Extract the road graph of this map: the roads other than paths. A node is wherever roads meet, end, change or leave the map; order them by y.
--
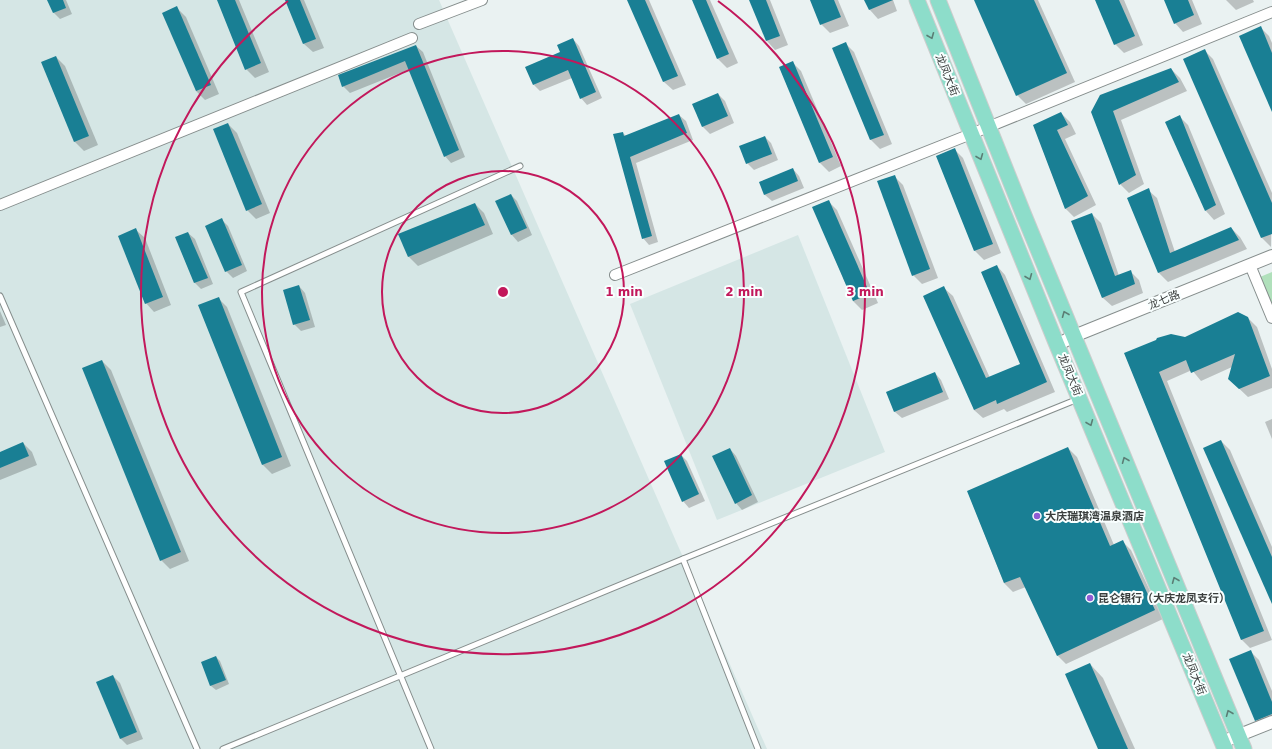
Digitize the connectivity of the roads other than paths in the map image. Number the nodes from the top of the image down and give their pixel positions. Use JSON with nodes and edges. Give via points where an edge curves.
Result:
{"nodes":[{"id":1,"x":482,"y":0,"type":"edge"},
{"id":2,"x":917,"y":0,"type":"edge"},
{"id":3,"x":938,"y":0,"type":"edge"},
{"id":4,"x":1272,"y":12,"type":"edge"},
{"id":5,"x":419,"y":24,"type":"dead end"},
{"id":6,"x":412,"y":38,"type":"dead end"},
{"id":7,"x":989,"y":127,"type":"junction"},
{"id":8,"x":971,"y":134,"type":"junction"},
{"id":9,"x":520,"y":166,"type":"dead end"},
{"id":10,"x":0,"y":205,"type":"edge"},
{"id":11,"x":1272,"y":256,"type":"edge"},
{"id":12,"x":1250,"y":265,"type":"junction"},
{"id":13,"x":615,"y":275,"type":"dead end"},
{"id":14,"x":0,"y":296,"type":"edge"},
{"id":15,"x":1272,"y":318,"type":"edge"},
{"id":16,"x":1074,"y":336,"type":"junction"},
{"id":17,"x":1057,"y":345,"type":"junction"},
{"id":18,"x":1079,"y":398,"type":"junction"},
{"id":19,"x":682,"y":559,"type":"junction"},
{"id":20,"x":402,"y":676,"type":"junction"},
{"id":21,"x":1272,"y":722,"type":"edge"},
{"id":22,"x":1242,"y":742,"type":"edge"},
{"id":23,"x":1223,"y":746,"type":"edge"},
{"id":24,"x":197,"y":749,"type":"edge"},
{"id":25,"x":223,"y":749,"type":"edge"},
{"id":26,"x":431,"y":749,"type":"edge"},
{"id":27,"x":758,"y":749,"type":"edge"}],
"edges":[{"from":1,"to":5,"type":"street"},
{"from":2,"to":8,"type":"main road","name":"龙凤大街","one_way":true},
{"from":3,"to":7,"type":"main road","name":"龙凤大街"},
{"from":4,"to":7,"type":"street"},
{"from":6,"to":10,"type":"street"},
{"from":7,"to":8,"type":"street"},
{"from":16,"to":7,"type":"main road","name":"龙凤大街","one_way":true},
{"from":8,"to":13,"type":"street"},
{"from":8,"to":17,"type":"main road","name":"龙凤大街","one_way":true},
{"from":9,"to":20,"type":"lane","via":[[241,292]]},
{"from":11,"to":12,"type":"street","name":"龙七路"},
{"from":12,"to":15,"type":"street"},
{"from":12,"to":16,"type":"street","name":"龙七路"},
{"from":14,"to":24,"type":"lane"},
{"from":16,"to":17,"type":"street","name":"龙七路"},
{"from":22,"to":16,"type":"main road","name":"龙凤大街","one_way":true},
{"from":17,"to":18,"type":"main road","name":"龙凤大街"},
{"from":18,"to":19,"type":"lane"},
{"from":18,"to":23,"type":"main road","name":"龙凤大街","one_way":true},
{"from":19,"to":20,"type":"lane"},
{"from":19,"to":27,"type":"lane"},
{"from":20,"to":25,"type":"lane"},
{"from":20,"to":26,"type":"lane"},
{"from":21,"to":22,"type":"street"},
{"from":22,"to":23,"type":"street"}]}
* * *
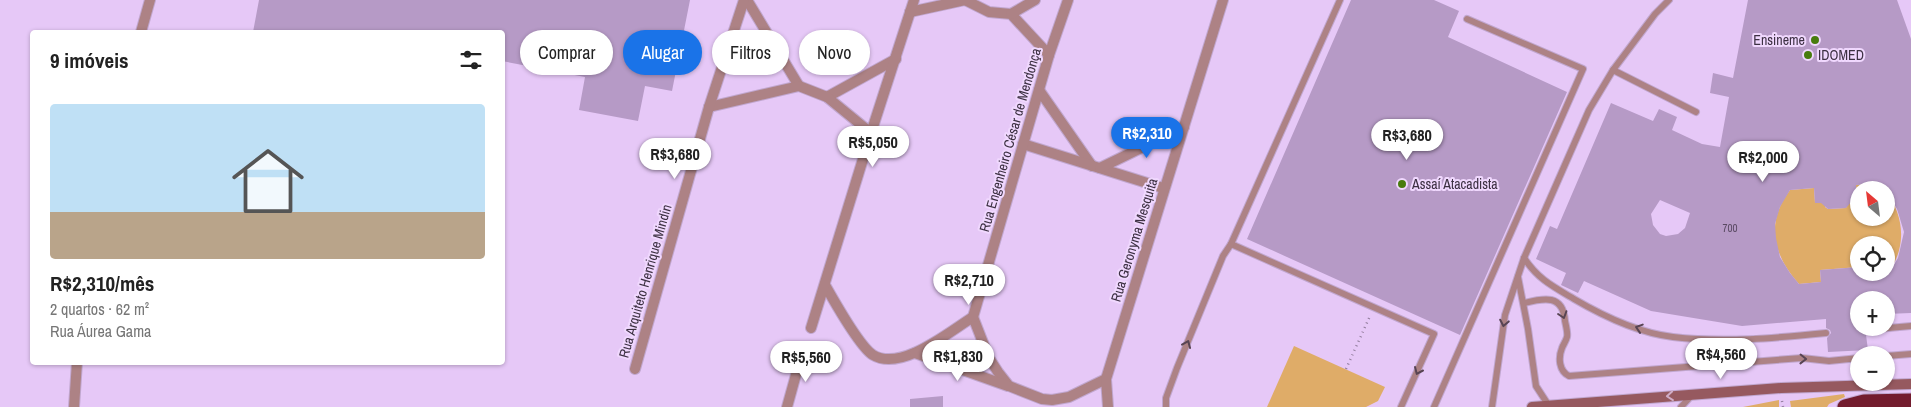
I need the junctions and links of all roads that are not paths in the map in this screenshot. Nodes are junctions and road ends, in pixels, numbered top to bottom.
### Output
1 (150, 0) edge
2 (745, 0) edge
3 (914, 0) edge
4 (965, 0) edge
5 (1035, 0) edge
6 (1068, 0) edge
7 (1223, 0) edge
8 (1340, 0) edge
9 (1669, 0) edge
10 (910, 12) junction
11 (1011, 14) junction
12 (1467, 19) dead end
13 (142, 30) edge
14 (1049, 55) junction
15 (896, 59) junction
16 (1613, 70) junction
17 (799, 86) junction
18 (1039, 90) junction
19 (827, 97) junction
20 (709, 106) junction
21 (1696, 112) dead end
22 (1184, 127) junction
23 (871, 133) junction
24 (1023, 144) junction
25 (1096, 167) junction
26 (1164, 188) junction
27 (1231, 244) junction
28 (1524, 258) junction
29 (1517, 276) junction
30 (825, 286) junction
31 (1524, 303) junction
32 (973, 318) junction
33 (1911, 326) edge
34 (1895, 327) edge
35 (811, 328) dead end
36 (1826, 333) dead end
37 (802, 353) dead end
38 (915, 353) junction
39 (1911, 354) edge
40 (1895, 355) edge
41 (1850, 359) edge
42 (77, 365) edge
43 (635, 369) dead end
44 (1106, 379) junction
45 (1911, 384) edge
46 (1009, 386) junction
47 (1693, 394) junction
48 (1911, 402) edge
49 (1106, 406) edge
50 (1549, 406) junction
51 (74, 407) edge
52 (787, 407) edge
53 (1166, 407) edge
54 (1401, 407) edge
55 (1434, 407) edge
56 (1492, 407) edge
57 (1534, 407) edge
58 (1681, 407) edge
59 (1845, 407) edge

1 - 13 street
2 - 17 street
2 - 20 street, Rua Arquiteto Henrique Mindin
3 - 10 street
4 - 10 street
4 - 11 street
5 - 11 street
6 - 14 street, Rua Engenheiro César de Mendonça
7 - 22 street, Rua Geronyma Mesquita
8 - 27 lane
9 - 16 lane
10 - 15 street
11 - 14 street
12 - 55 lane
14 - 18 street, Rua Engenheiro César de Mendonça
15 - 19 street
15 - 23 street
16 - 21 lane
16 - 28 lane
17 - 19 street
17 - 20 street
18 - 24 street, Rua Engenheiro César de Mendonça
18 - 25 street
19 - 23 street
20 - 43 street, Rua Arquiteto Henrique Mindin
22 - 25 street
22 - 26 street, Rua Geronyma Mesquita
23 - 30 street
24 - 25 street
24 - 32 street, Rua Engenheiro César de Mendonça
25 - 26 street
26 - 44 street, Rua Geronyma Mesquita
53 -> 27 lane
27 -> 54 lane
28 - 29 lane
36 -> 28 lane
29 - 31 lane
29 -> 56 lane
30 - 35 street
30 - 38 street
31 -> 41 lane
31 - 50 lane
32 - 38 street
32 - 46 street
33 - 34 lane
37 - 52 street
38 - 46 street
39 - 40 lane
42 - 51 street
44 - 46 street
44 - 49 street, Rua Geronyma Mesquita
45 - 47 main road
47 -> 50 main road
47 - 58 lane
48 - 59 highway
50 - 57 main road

> **WHAT TO WORK ON**: In the entries, find every line holding "other" and copy it.

> **SOLVED EXERCISE**:
Extract the road graph of this map: the roads other than paths. A node is wherever roads meet, end, change or leave the map; order them by y.
Digitize the connectivity of the roads other than paths in the map image. Number the nodes from the top of the image down and give their pixel positions. Use JSON with nodes and edges. Give via points where an edge curves.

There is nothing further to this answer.